Federal Communications Commissioner Susan Ness recently convened a group of high-powered women in various communications fields to discuss the problems and how best to address them.
"Women are not appearing in numbers anywhere approaching what we'd thought they'd be at top levels of communications companies," Ness said. "This is evidenced when you go to major conventions and you see all the panels are men only."
Ness said women hold few top positions not only in the traditional media, but among emerging dot-com companies.
"There was a push back in the '70s when there was one woman selected to serve on the boards of some major companies, and those numbers haven't really expanded from that point in time to any large extent," Ness said.
The merging of media companies may be one of the blocks to the advancement of women.
"With consolidation we're seeing fewer and fewer women because a lot of those top positions are being cut back," Ness said. "Take the Time Warner merger with AOL. Of the Top 20 officers they identified post-merger, not one was a woman."

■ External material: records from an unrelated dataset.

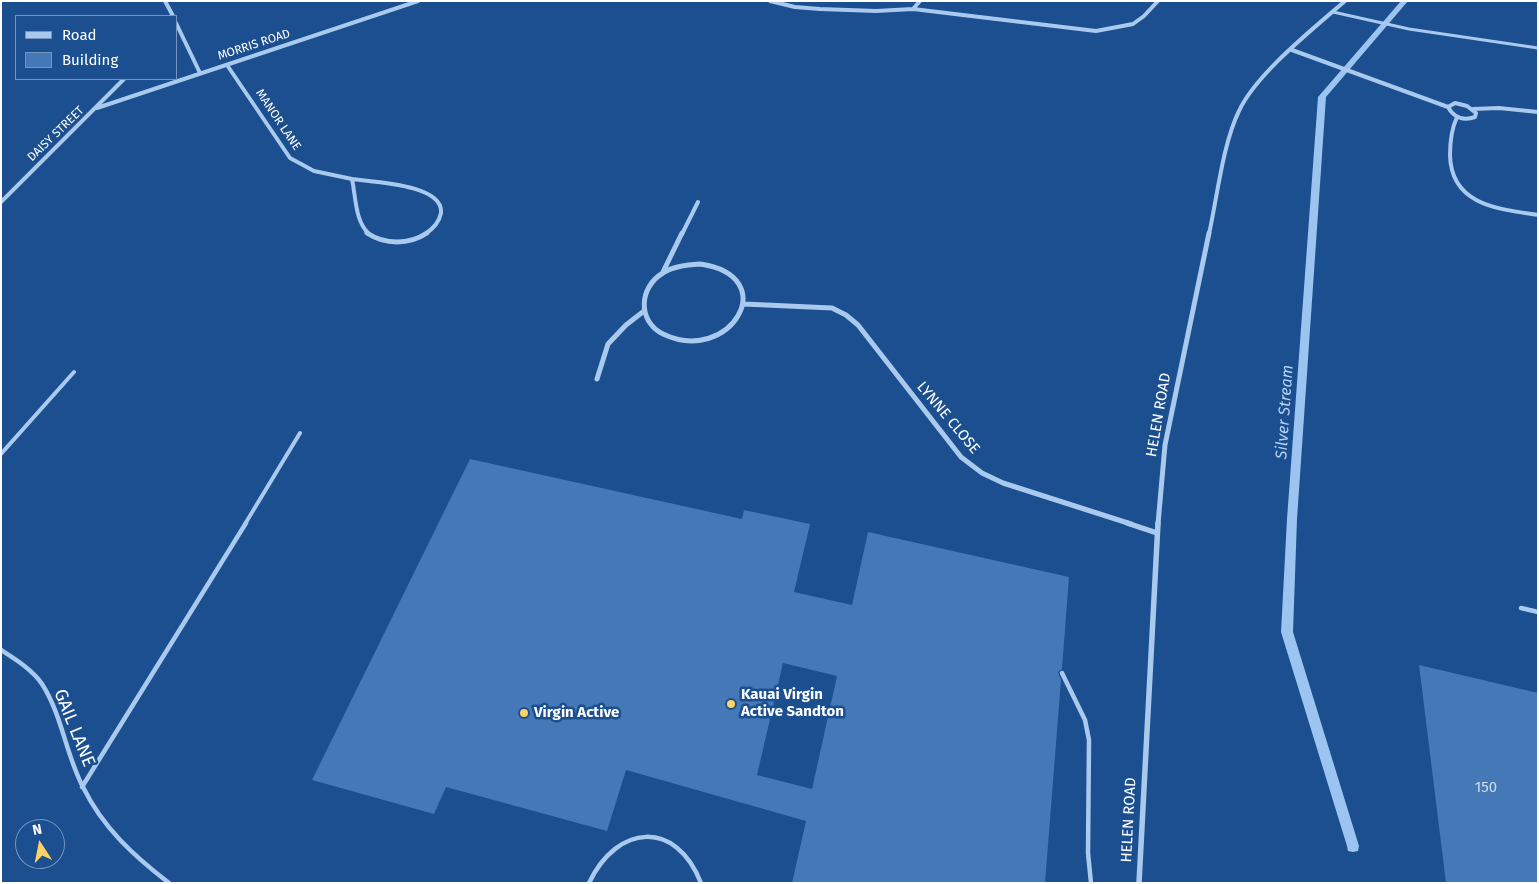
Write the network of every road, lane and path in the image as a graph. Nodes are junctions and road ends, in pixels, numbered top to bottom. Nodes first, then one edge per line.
1 (166, 1) edge
2 (418, 1) edge
3 (770, 1) edge
4 (920, 1) edge
5 (1158, 1) edge
6 (1345, 1) edge
7 (913, 9) junction
8 (1333, 12) junction
9 (173, 15) edge
10 (178, 27) edge
11 (1538, 48) edge
12 (1292, 50) junction
13 (227, 65) junction
14 (200, 73) junction
15 (123, 80) edge
16 (1448, 107) junction
17 (97, 108) junction
18 (1473, 109) junction
19 (1538, 112) edge
20 (1457, 117) junction
21 (352, 179) junction
22 (1, 202) edge
23 (698, 202) dead end
24 (1538, 215) edge
25 (662, 273) junction
26 (744, 304) junction
27 (644, 311) junction
28 (74, 372) dead end
29 (597, 379) dead end
30 (300, 433) dead end
31 (1, 454) edge
32 (1157, 533) junction
33 (1521, 608) dead end
34 (1538, 612) edge
35 (1, 650) edge
36 (1062, 673) dead end
37 (82, 786) junction
38 (169, 883) edge
39 (588, 883) edge
40 (701, 883) edge
41 (1091, 883) edge
42 (1139, 883) edge

1 - 9 street
2 - 13 street, MORRIS ROAD
3 - 7 street
4 - 7 street
5 - 7 street
6 - 8 street, HELEN ROAD
8 - 11 lane
8 - 12 street, HELEN ROAD
10 - 14 street
12 - 16 street
12 - 32 street, HELEN ROAD
13 - 14 street, MORRIS ROAD
13 - 21 street, MANOR LANE
14 - 17 street, MORRIS ROAD
15 - 17 street, DAISY STREET
16 - 18 street
16 - 20 street
17 - 22 street, DAISY STREET
18 - 19 street
18 - 20 street
20 - 24 street
21 - 21 street, MANOR LANE
23 - 25 street
25 - 26 street
25 - 27 street
26 - 27 street
26 - 32 street, LYNNE CLOSE
27 - 29 street
28 - 31 lane
30 - 37 lane
32 - 42 street, HELEN ROAD
33 - 34 lane
35 - 37 lane, GAIL LANE
36 - 41 lane
37 - 38 lane, GAIL LANE
39 - 40 lane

Loosening of Equal Employment Opportunity rules may also be having a negative impact on the number of women working at media companies. In 1998, a federal appeals court threw out FCC rules governing the hiring of minorities and, by extension, women. Under the old rules, minority hiring was taken into consideration when a station's license came up for renewal.
EEO rules adopted this year eliminate record-keeping regulations but require broadcasters, cable and satellite TV companies to report on minority recruitment efforts. However, the new rules are not tied to station license renewal.
Whatever the impact of changing FCC rules at the local level, women have recently advanced to top positions at the broadcast networks. Susanne Daniels heads up programming for The WB while Nancy Tellem holds a similar position at CBS and Pat Mitchell is president of PBS. Last month Gail Berman was named entertainment president at Fox. Patricia Fili-Krushel recently left her job as president of ABC to become president of WebMD Health.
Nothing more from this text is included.